**What you need to do**
Show each line in the listing below that contains the word "Lake".
====== Records for this exercise
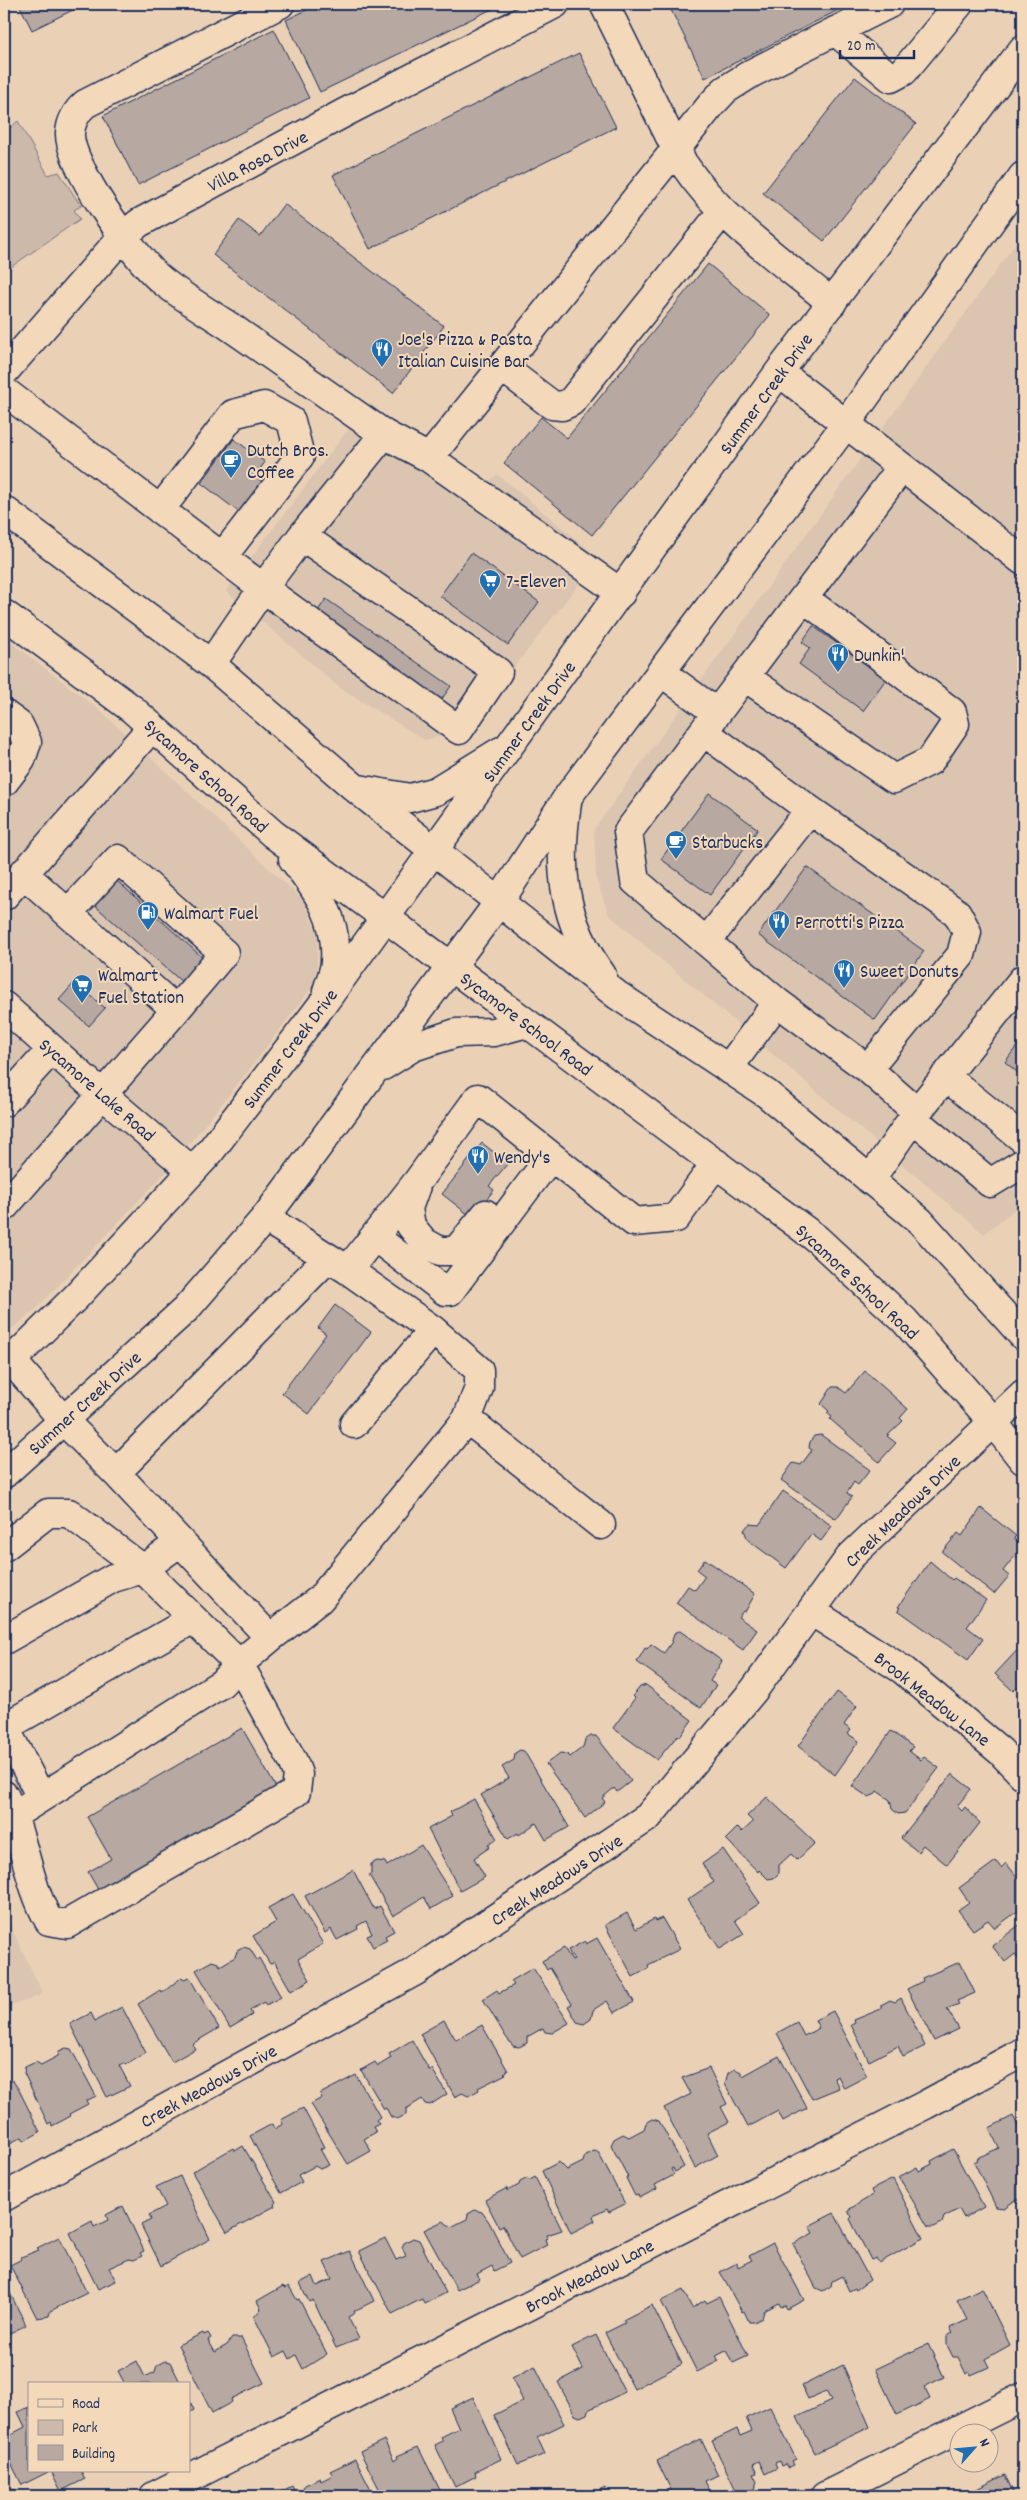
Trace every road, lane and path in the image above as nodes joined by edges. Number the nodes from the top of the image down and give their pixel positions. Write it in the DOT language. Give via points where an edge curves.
graph roads {
  1 [pos="280,4"];
  2 [pos="604,4"];
  3 [pos="889,4"];
  4 [pos="959,4"];
  5 [pos="545,6"];
  6 [pos="835,31"];
  7 [pos="1023,49"];
  8 [pos="676,149"];
  9 [pos="1023,176"];
  10 [pos="723,211"];
  11 [pos="123,236"];
  12 [pos="832,303"];
  13 [pos="502,367"];
  14 [pos="4,372"];
  15 [pos="780,372"];
  16 [pos="4,391"];
  17 [pos="846,424"];
  18 [pos="384,434"];
  19 [pos="429,458"];
  20 [pos="902,467"];
  21 [pos="4,510"];
  22 [pos="160,510"];
  23 [pos="302,536"];
  24 [pos="223,556"];
  25 [pos="1023,561"];
  26 [pos="262,588"];
  27 [pos="620,593"];
  28 [pos="804,598"];
  29 [pos="4,614"];
  30 [pos="211,664"];
  31 [pos="660,672"];
  32 [pos="745,677"];
  33 [pos="4,714"];
  34 [pos="711,723"];
  35 [pos="152,727"];
  36 [pos="509,747"];
  37 [pos="4,782"];
  38 [pos="355,788"];
  39 [pos="568,796"];
  40 [pos="810,810"];
  41 [pos="273,834"];
  42 [pos="434,850"];
  43 [pos="23,873"];
  44 [pos="4,896"];
  45 [pos="499,902"];
  46 [pos="68,914"];
  47 [pos="385,918"];
  48 [pos="707,941"];
  49 [pos="451,966"];
  50 [pos="1023,979"];
  51 [pos="617,995"];
  52 [pos="324,1001"];
  53 [pos="777,1002"];
  54 [pos="4,1006"];
  55 [pos="176,1010"];
  56 [pos="527,1023"];
  57 [pos="52,1049"];
  58 [pos="868,1068"];
  59 [pos="728,1069"];
  60 [pos="372,1074"];
  61 [pos="945,1076"];
  62 [pos="103,1095"];
  63 [pos="4,1102"];
  64 [pos="914,1115"];
  65 [pos="1023,1139"];
  66 [pos="1023,1163"];
  67 [pos="545,1164"];
  68 [pos="716,1164"];
  69 [pos="192,1171"];
  70 [pos="870,1180"];
  71 [pos="417,1182"];
  72 [pos="4,1207"];
  73 [pos="265,1218"];
  74 [pos="375,1237"];
  75 [pos="338,1264"];
  76 [pos="433,1330"];
  77 [pos="1023,1336"];
  78 [pos="7,1360"];
  79 [pos="1023,1394"];
  80 [pos="466,1419"];
  81 [pos="64,1421"];
  82 [pos="993,1422"];
  83 [pos="354,1424"];
  84 [pos="1023,1460"];
  85 [pos="116,1473"];
  86 [pos="4,1474"];
  87 [pos="601,1525"];
  88 [pos="179,1543"];
  89 [pos="4,1547"];
  90 [pos="142,1570"];
  91 [pos="811,1611"];
  92 [pos="193,1619"];
  93 [pos="270,1638"];
  94 [pos="4,1640"];
  95 [pos="239,1664"];
  96 [pos="4,1726"];
  97 [pos="1023,1775"];
  98 [pos="41,1797"];
  99 [pos="9,1805"];
  100 [pos="1023,2052"];
  101 [pos="4,2197"];
  102 [pos="1023,2397"];
  103 [pos="154,2496"];
  104 [pos="825,2496"];
  1 -- 11 [label="main road" via="77,111 70,134 73,151"];
  2 -- 8 [label="main road"];
  3 -- 6 [label="main road"];
  4 -- 6 [label="main road" via="904,71 891,78"];
  5 -- 11 [label="main road, Villa Rosa Drive" via="139,223"];
  6 -- 8 [label="main road" via="725,90"];
  7 -- 12 [label="main road, Summer Creek Drive"];
  8 -- 10 [label="main road" via="696,183"];
  8 -- 13 [label="main road"];
  9 -- 17 [label="main road, Summer Creek Drive"];
  10 -- 12 [label="main road"];
  10 -- 13 [label="main road" via="571,402 562,406 552,405"];
  11 -- 14 [label="main road, Villa Rosa Drive"];
  11 -- 18 [label="main road" via="160,279"];
  12 -- 15 [label="main road, Summer Creek Drive"];
  13 -- 19 [label="main road"];
  15 -- 17 [label="main road"];
  15 -- 27 [label="main road, Summer Creek Drive"];
  16 -- 22 [label="main road"];
  17 -- 20 [label="main road"];
  17 -- 31 [label="main road, Summer Creek Drive"];
  18 -- 19 [label="main road"];
  18 -- 23 [label="main road"];
  19 -- 27 [label="main road"];
  20 -- 25 [label="main road"];
  20 -- 28 [label="main road"];
  21 -- 30 [label="main road"];
  22 -- 24 [label="main road"];
  22 -- 24 [label="main road" via="233,414 264,406 291,421 300,456"];
  23 -- 26 [label="main road"];
  23 -- 26 [label="main road" via="498,672 459,730"];
  24 -- 26 [label="main road"];
  26 -- 30 [label="main road"];
  27 -- 36 [label="main road, Summer Creek Drive"];
  28 -- 32 [label="main road"];
  28 -- 32 [label="main road" via="952,712 955,724 930,761 894,779"];
  29 -- 35 [label="main road, Sycamore School Road"];
  30 -- 38 [label="main road"];
  31 -- 34 [label="main road"];
  31 -- 39 [label="main road, Summer Creek Drive"];
  32 -- 34 [label="main road"];
  33 -- 37 [label="main road" via="19,725 27,742 21,760"];
  34 -- 40 [label="main road"];
  34 -- 48 [label="main road" via="628,832 635,881"];
  35 -- 41 [label="main road, Sycamore School Road"];
  35 -- 43 [label="main road"];
  36 -- 38 [label="main road" via="429,793 410,798"];
  36 -- 42 [label="main road, Summer Creek Drive"];
  38 -- 42 [label="main road"];
  39 -- 45 [label="main road, Summer Creek Drive"];
  39 -- 51 [label="main road" via="562,870 568,902 578,934 595,966"];
  40 -- 48 [label="main road"];
  40 -- 58 [label="main road" via="957,913 967,932 962,955"];
  41 -- 47 [label="main road, Sycamore School Road"];
  41 -- 52 [label="main road" via="325,904 334,933 336,962"];
  42 -- 45 [label="main road"];
  42 -- 47 [label="main road, Summer Creek Drive"];
  43 -- 44 [label="main road"];
  43 -- 46 [label="main road"];
  45 -- 49 [label="main road, Summer Creek Drive"];
  45 -- 51 [label="main road"];
  46 -- 55 [label="main road"];
  46 -- 55 [label="main road" via="118,859 224,952"];
  47 -- 49 [label="main road, Sycamore School Road"];
  47 -- 52 [label="main road, Summer Creek Drive"];
  48 -- 53 [label="main road"];
  49 -- 56 [label="main road, Sycamore School Road"];
  49 -- 60 [label="main road, Summer Creek Drive"];
  50 -- 61 [label="main road"];
  51 -- 59 [label="main road"];
  52 -- 69 [label="main road, Summer Creek Drive"];
  53 -- 58 [label="main road"];
  53 -- 59 [label="main road"];
  54 -- 57 [label="main road, Sycamore Lake Road"];
  55 -- 62 [label="main road"];
  56 -- 60 [label="main road" via="494,1032 456,1034 413,1047"];
  56 -- 68 [label="main road, Sycamore School Road"];
  57 -- 62 [label="main road, Sycamore Lake Road"];
  57 -- 63 [label="main road"];
  58 -- 64 [label="main road"];
  59 -- 70 [label="main road" via="767,1094"];
  60 -- 73 [label="main road, Summer Creek Drive"];
  61 -- 64 [label="main road"];
  61 -- 65 [label="main road"];
  62 -- 69 [label="main road, Sycamore Lake Road"];
  62 -- 72 [label="main road"];
  64 -- 66 [label="main road" via="990,1183"];
  64 -- 70 [label="main road"];
  67 -- 68 [label="main road" via="634,1222 676,1218"];
  67 -- 71 [label="main road" via="478,1098"];
  67 -- 71 [label="main road" via="508,1188 456,1251 440,1251 424,1242 411,1226 408,1208"];
  67 -- 74 [label="main road" via="450,1291 445,1291"];
  68 -- 82 [label="main road, Sycamore School Road" via="818,1239 869,1286 904,1320"];
  69 -- 78 [label="main road, Summer Creek Drive" via="77,1296"];
  70 -- 77 [label="main road" via="920,1221"];
  71 -- 74 [label="main road"];
  73 -- 75 [label="main road"];
  73 -- 81 [label="main road, Summer Creek Drive" via="186,1309"];
  74 -- 75 [label="main road"];
  75 -- 76 [label="main road"];
  75 -- 85 [label="main road"];
  76 -- 80 [label="main road" via="479,1370 479,1388"];
  76 -- 83 [label="main road"];
  78 -- 81 [label="main road"];
  79 -- 82 [label="main road, Creek Meadows Drive"];
  80 -- 87 [label="main road"];
  80 -- 93 [label="main road" via="320,1599"];
  81 -- 85 [label="main road"];
  81 -- 86 [label="main road, Summer Creek Drive"];
  82 -- 84 [label="main road, Sycamore School Road"];
  82 -- 91 [label="main road, Creek Meadows Drive" via="850,1556"];
  85 -- 88 [label="main road"];
  88 -- 90 [label="main road"];
  88 -- 93 [label="main road"];
  89 -- 90 [label="main road" via="48,1513 69,1513"];
  90 -- 92 [label="main road"];
  90 -- 94 [label="main road" via="113,1578"];
  91 -- 97 [label="main road, Brook Meadow Lane" via="903,1670 1000,1751"];
  91 -- 101 [label="main road, Creek Meadows Drive" via="754,1690 648,1817 414,1972"];
  92 -- 95 [label="main road"];
  92 -- 96 [label="main road"];
  93 -- 95 [label="main road"];
  95 -- 98 [label="main road" via="222,1683"];
  95 -- 99 [label="main road" via="293,1761 298,1774 296,1792 67,1924 49,1921 38,1902"];
  96 -- 98 [label="main road"];
  98 -- 99 [label="main road"];
  100 -- 103 [label="main road, Brook Meadow Lane" via="925,2105"];
  102 -- 104 [label="main road"];
}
============
**Reply to the task**
  54 -- 57 [label="main road, Sycamore Lake Road"];
  57 -- 62 [label="main road, Sycamore Lake Road"];
  62 -- 69 [label="main road, Sycamore Lake Road"];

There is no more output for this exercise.